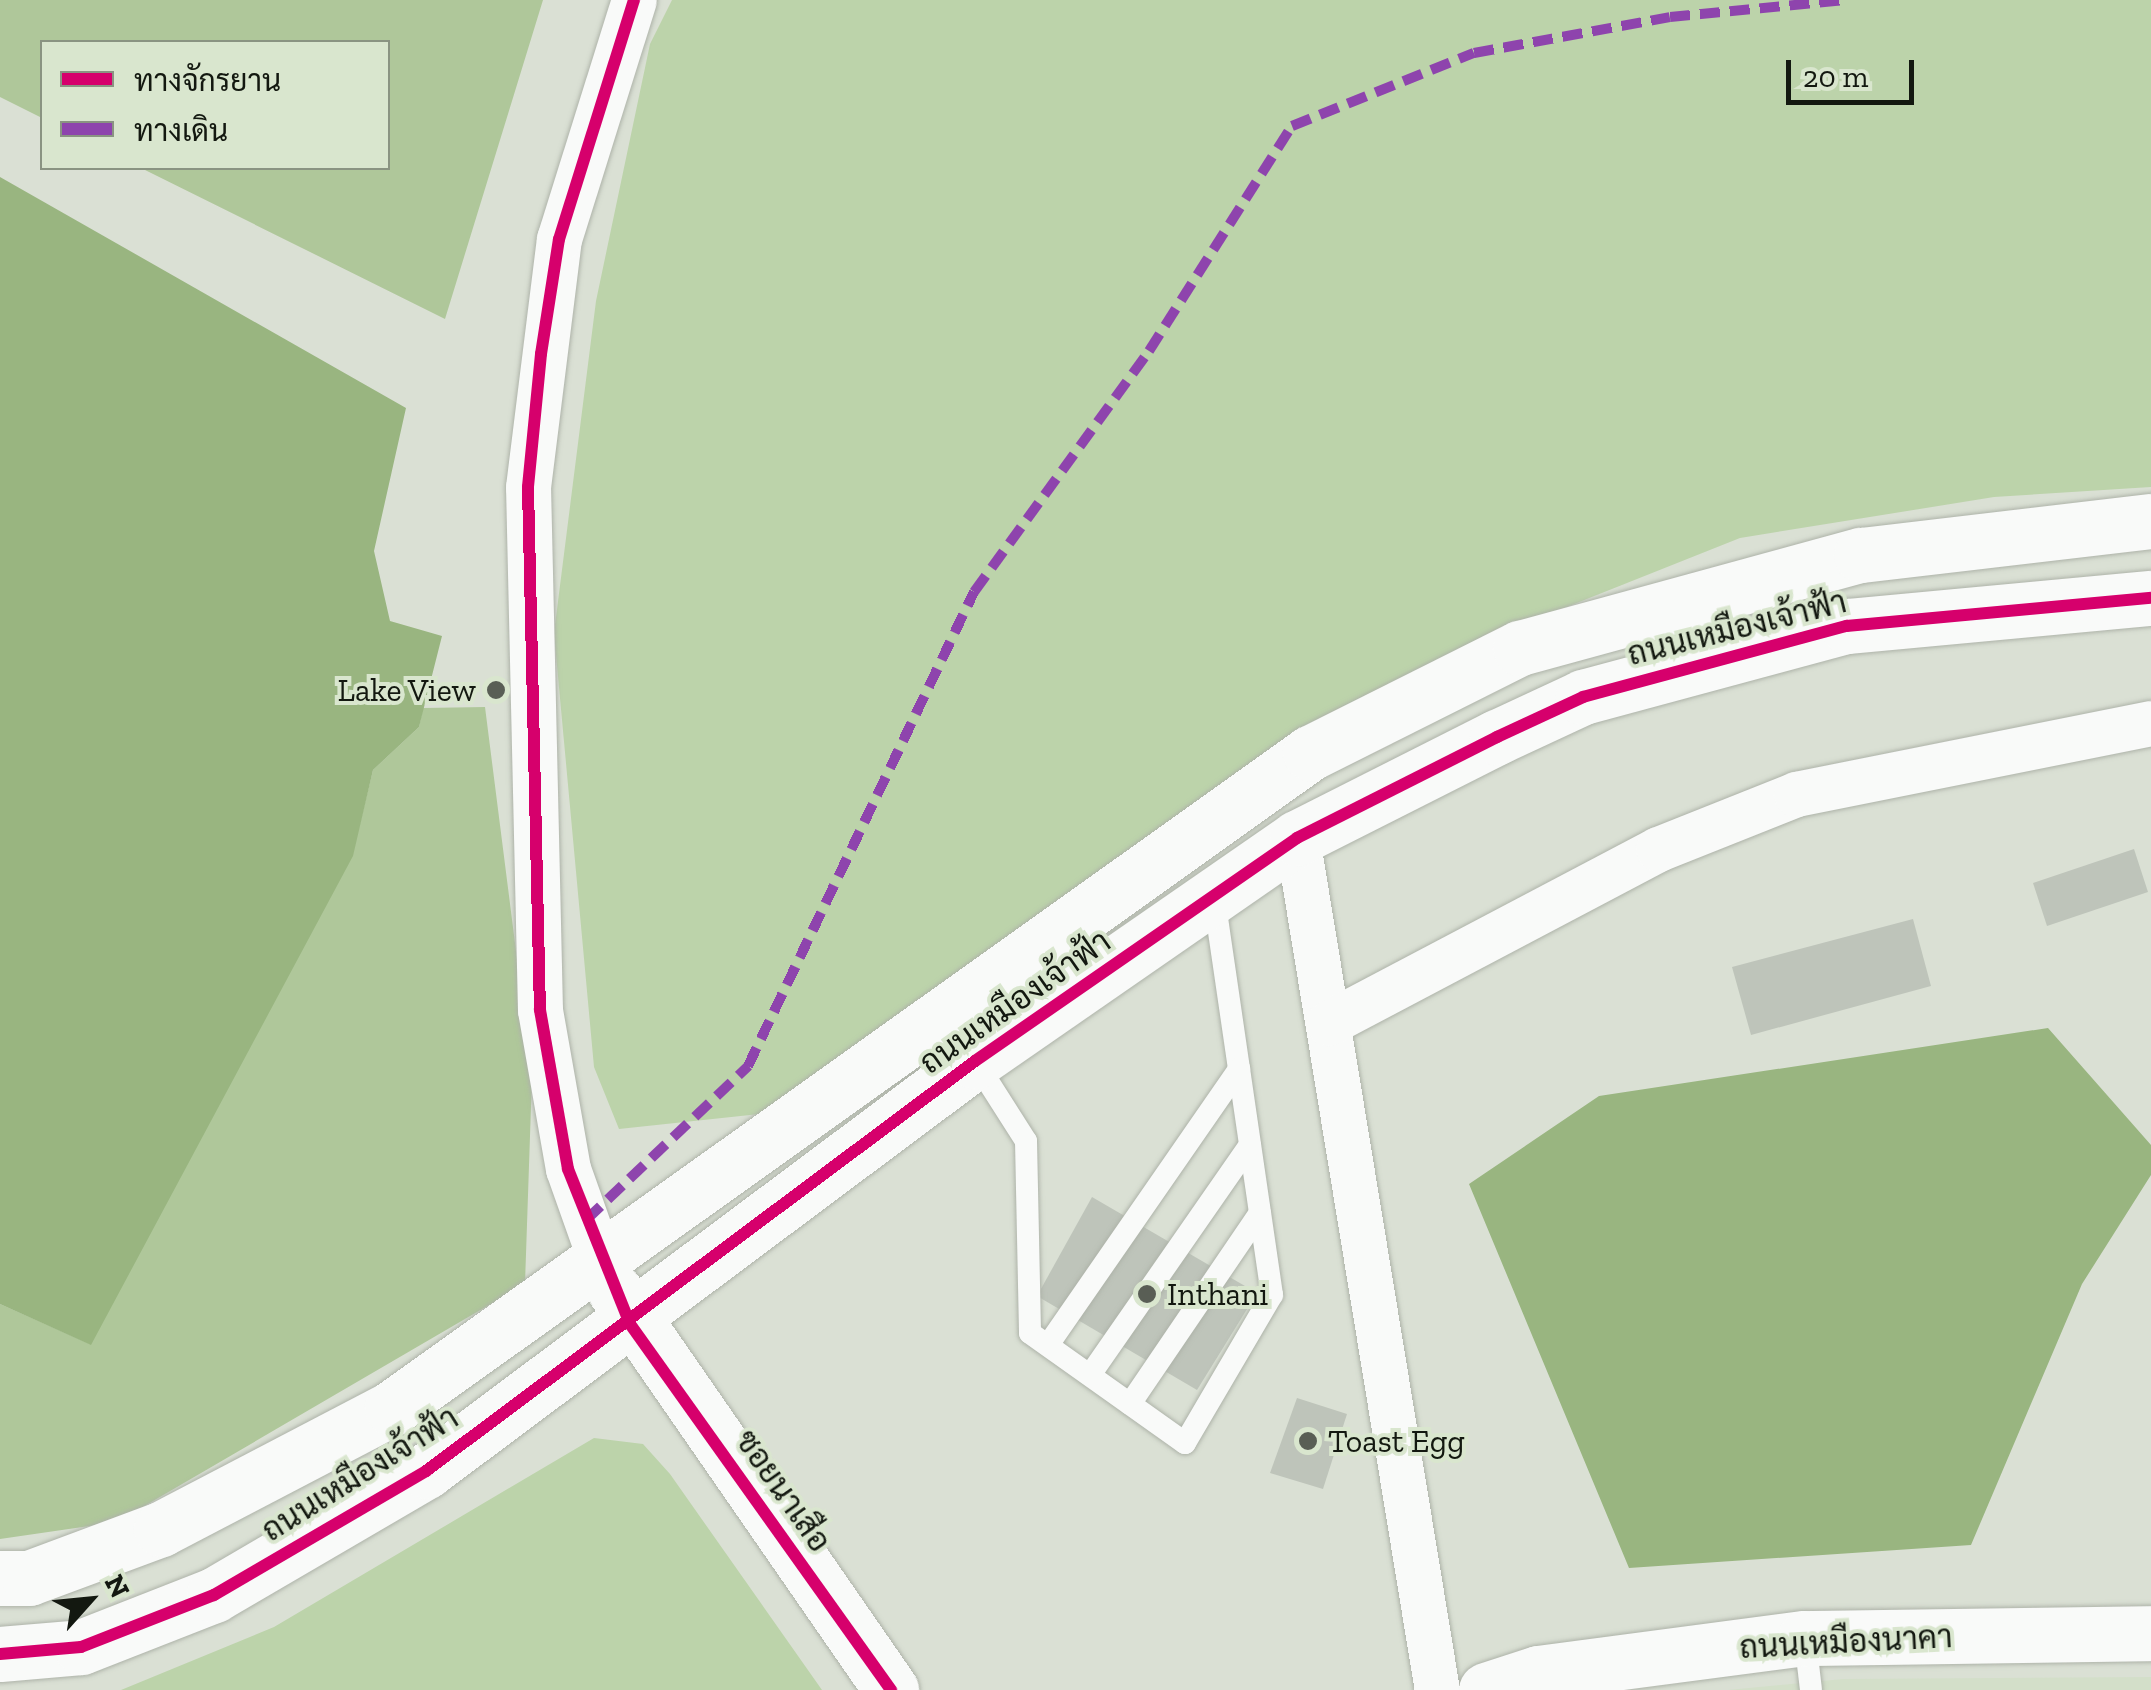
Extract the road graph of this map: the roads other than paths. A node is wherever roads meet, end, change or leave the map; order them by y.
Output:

--

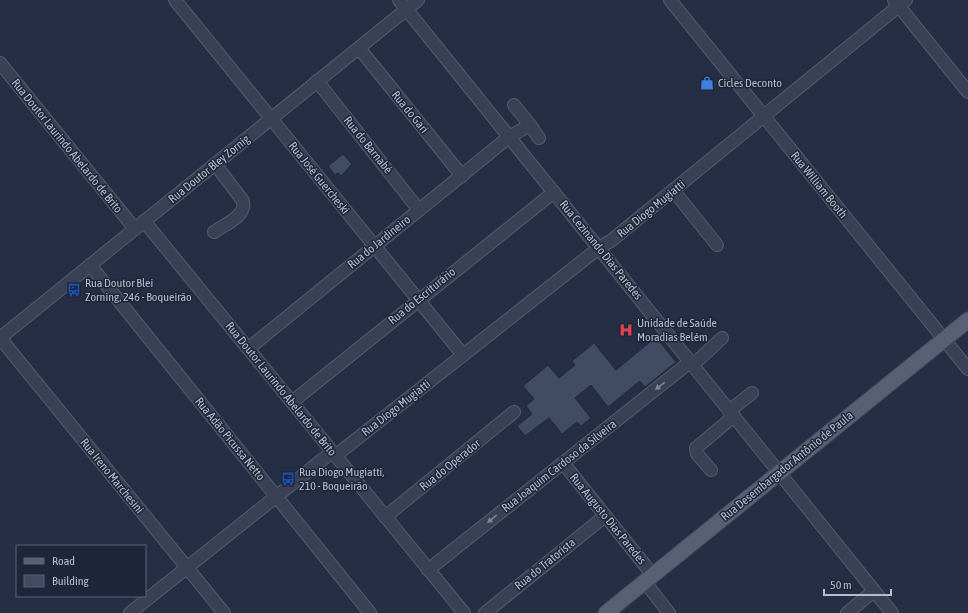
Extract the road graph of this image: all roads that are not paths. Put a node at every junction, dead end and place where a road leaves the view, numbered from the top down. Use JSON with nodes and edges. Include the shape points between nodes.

==

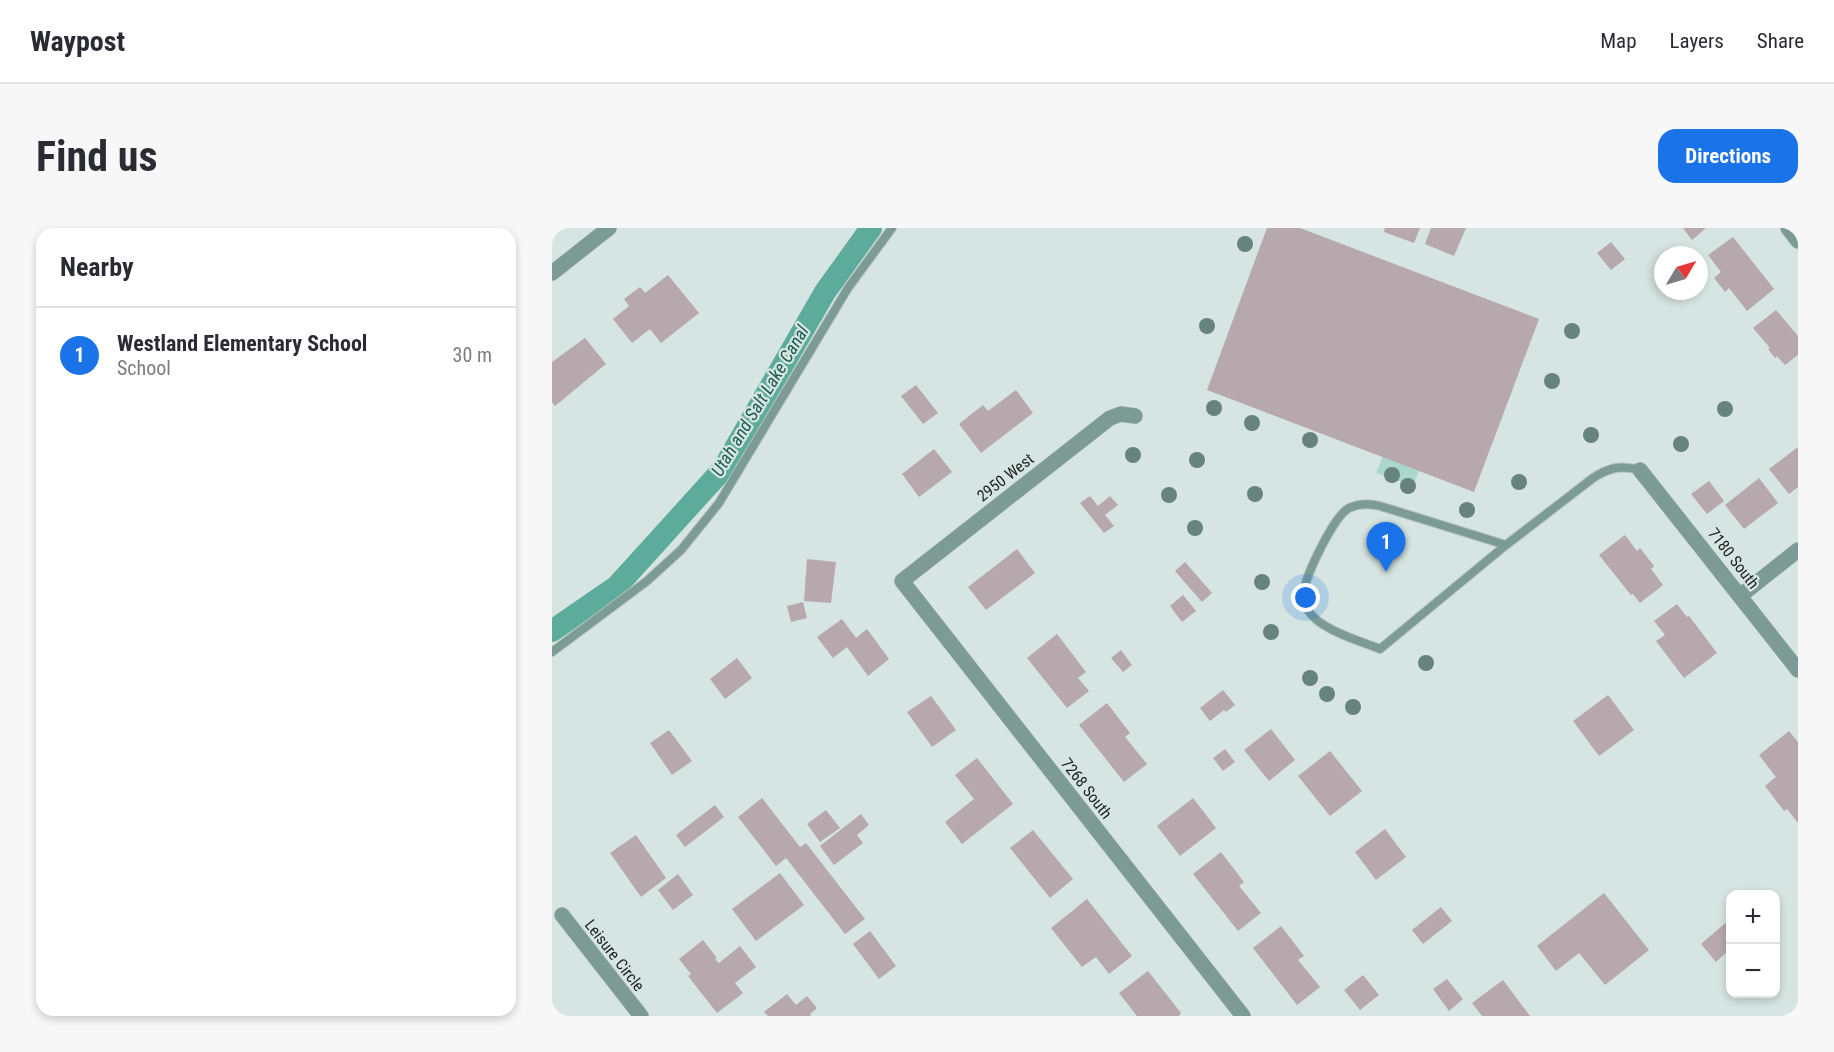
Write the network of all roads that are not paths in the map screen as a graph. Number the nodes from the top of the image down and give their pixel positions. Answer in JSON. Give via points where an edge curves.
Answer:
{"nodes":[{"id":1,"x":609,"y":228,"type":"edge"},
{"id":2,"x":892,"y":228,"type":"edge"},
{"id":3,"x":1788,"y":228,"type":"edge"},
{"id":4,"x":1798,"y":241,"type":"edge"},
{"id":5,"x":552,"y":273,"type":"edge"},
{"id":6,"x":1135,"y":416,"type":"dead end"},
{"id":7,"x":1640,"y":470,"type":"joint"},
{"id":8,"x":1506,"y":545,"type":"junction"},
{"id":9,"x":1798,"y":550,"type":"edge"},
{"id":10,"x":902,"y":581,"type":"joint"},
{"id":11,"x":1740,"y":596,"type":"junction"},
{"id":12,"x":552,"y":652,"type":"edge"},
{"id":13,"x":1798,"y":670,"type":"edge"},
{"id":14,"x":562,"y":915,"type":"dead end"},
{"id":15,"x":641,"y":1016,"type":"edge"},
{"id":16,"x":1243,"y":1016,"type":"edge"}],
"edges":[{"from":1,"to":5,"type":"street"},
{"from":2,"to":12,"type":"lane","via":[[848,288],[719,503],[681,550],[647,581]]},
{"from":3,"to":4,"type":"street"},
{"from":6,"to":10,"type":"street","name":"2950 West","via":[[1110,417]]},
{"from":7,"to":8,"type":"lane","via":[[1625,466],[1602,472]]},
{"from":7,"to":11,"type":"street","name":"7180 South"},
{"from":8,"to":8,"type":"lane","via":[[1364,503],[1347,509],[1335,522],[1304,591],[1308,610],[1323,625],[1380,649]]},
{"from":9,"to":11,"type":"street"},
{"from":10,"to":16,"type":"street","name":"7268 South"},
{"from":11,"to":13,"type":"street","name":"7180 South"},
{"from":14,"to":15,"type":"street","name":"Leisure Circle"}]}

• **Task description**
Nothing except a number is needed: how many lines of the entries contain the word "this"?

• **Response**
2